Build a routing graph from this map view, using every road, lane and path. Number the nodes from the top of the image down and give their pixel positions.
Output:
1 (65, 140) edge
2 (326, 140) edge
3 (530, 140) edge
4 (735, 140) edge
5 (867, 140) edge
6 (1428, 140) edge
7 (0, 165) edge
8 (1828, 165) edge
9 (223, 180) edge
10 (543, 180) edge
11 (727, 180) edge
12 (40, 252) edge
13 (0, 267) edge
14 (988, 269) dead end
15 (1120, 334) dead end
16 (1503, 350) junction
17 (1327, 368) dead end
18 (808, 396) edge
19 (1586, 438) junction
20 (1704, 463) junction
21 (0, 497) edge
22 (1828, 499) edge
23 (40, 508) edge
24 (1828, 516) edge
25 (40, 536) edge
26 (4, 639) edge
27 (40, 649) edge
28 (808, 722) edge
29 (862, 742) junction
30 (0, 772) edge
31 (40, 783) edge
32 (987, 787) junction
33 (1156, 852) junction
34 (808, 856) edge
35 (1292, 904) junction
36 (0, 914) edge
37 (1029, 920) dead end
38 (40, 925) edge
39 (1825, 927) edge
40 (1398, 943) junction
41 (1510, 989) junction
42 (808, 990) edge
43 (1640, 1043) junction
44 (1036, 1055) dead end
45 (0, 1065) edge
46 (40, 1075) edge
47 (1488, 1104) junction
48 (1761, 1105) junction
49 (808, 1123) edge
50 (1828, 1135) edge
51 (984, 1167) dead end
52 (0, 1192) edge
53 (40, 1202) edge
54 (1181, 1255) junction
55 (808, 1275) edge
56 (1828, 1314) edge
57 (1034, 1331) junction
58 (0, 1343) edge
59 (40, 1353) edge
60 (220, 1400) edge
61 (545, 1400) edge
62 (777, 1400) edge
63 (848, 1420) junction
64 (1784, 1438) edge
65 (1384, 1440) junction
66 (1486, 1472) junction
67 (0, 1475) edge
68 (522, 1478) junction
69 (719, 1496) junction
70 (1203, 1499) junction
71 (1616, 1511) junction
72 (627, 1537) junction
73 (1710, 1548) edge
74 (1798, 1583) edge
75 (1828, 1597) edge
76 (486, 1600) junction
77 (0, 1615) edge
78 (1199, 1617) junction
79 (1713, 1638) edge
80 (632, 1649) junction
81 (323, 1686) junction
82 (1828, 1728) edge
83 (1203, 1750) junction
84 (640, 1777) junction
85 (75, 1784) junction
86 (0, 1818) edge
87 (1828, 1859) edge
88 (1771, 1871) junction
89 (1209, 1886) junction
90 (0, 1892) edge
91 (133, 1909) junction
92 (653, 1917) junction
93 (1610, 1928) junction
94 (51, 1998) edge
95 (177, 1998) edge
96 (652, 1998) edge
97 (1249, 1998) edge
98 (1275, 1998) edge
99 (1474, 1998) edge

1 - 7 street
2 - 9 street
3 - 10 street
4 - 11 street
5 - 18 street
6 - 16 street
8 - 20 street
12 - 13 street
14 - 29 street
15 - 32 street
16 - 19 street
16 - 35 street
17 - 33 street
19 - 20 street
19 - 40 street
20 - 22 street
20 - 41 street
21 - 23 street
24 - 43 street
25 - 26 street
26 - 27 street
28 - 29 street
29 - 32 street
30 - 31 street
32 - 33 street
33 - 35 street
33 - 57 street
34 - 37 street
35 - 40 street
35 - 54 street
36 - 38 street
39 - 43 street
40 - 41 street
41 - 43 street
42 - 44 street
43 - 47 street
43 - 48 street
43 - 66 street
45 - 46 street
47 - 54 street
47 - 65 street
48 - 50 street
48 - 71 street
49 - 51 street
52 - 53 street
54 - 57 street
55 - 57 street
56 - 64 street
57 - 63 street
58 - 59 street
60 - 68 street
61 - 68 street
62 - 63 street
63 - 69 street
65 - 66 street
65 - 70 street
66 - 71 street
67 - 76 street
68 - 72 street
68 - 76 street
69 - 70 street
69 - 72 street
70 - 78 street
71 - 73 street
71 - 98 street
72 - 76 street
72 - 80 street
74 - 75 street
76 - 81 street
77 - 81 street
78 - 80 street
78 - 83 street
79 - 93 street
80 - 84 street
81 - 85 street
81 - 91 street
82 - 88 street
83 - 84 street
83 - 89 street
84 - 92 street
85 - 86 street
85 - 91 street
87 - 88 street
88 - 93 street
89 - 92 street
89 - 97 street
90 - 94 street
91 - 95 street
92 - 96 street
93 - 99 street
# # #
**TO DO**
Type out the whole listing above again, exactly as it stands.

**SOLUTION**
Build a routing graph from this map view, using every road, lane and path. Number the nodes from the top of the image down and give their pixel positions.
Output:
1 (65, 140) edge
2 (326, 140) edge
3 (530, 140) edge
4 (735, 140) edge
5 (867, 140) edge
6 (1428, 140) edge
7 (0, 165) edge
8 (1828, 165) edge
9 (223, 180) edge
10 (543, 180) edge
11 (727, 180) edge
12 (40, 252) edge
13 (0, 267) edge
14 (988, 269) dead end
15 (1120, 334) dead end
16 (1503, 350) junction
17 (1327, 368) dead end
18 (808, 396) edge
19 (1586, 438) junction
20 (1704, 463) junction
21 (0, 497) edge
22 (1828, 499) edge
23 (40, 508) edge
24 (1828, 516) edge
25 (40, 536) edge
26 (4, 639) edge
27 (40, 649) edge
28 (808, 722) edge
29 (862, 742) junction
30 (0, 772) edge
31 (40, 783) edge
32 (987, 787) junction
33 (1156, 852) junction
34 (808, 856) edge
35 (1292, 904) junction
36 (0, 914) edge
37 (1029, 920) dead end
38 (40, 925) edge
39 (1825, 927) edge
40 (1398, 943) junction
41 (1510, 989) junction
42 (808, 990) edge
43 (1640, 1043) junction
44 (1036, 1055) dead end
45 (0, 1065) edge
46 (40, 1075) edge
47 (1488, 1104) junction
48 (1761, 1105) junction
49 (808, 1123) edge
50 (1828, 1135) edge
51 (984, 1167) dead end
52 (0, 1192) edge
53 (40, 1202) edge
54 (1181, 1255) junction
55 (808, 1275) edge
56 (1828, 1314) edge
57 (1034, 1331) junction
58 (0, 1343) edge
59 (40, 1353) edge
60 (220, 1400) edge
61 (545, 1400) edge
62 (777, 1400) edge
63 (848, 1420) junction
64 (1784, 1438) edge
65 (1384, 1440) junction
66 (1486, 1472) junction
67 (0, 1475) edge
68 (522, 1478) junction
69 (719, 1496) junction
70 (1203, 1499) junction
71 (1616, 1511) junction
72 (627, 1537) junction
73 (1710, 1548) edge
74 (1798, 1583) edge
75 (1828, 1597) edge
76 (486, 1600) junction
77 (0, 1615) edge
78 (1199, 1617) junction
79 (1713, 1638) edge
80 (632, 1649) junction
81 (323, 1686) junction
82 (1828, 1728) edge
83 (1203, 1750) junction
84 (640, 1777) junction
85 (75, 1784) junction
86 (0, 1818) edge
87 (1828, 1859) edge
88 (1771, 1871) junction
89 (1209, 1886) junction
90 (0, 1892) edge
91 (133, 1909) junction
92 (653, 1917) junction
93 (1610, 1928) junction
94 (51, 1998) edge
95 (177, 1998) edge
96 (652, 1998) edge
97 (1249, 1998) edge
98 (1275, 1998) edge
99 (1474, 1998) edge

1 - 7 street
2 - 9 street
3 - 10 street
4 - 11 street
5 - 18 street
6 - 16 street
8 - 20 street
12 - 13 street
14 - 29 street
15 - 32 street
16 - 19 street
16 - 35 street
17 - 33 street
19 - 20 street
19 - 40 street
20 - 22 street
20 - 41 street
21 - 23 street
24 - 43 street
25 - 26 street
26 - 27 street
28 - 29 street
29 - 32 street
30 - 31 street
32 - 33 street
33 - 35 street
33 - 57 street
34 - 37 street
35 - 40 street
35 - 54 street
36 - 38 street
39 - 43 street
40 - 41 street
41 - 43 street
42 - 44 street
43 - 47 street
43 - 48 street
43 - 66 street
45 - 46 street
47 - 54 street
47 - 65 street
48 - 50 street
48 - 71 street
49 - 51 street
52 - 53 street
54 - 57 street
55 - 57 street
56 - 64 street
57 - 63 street
58 - 59 street
60 - 68 street
61 - 68 street
62 - 63 street
63 - 69 street
65 - 66 street
65 - 70 street
66 - 71 street
67 - 76 street
68 - 72 street
68 - 76 street
69 - 70 street
69 - 72 street
70 - 78 street
71 - 73 street
71 - 98 street
72 - 76 street
72 - 80 street
74 - 75 street
76 - 81 street
77 - 81 street
78 - 80 street
78 - 83 street
79 - 93 street
80 - 84 street
81 - 85 street
81 - 91 street
82 - 88 street
83 - 84 street
83 - 89 street
84 - 92 street
85 - 86 street
85 - 91 street
87 - 88 street
88 - 93 street
89 - 92 street
89 - 97 street
90 - 94 street
91 - 95 street
92 - 96 street
93 - 99 street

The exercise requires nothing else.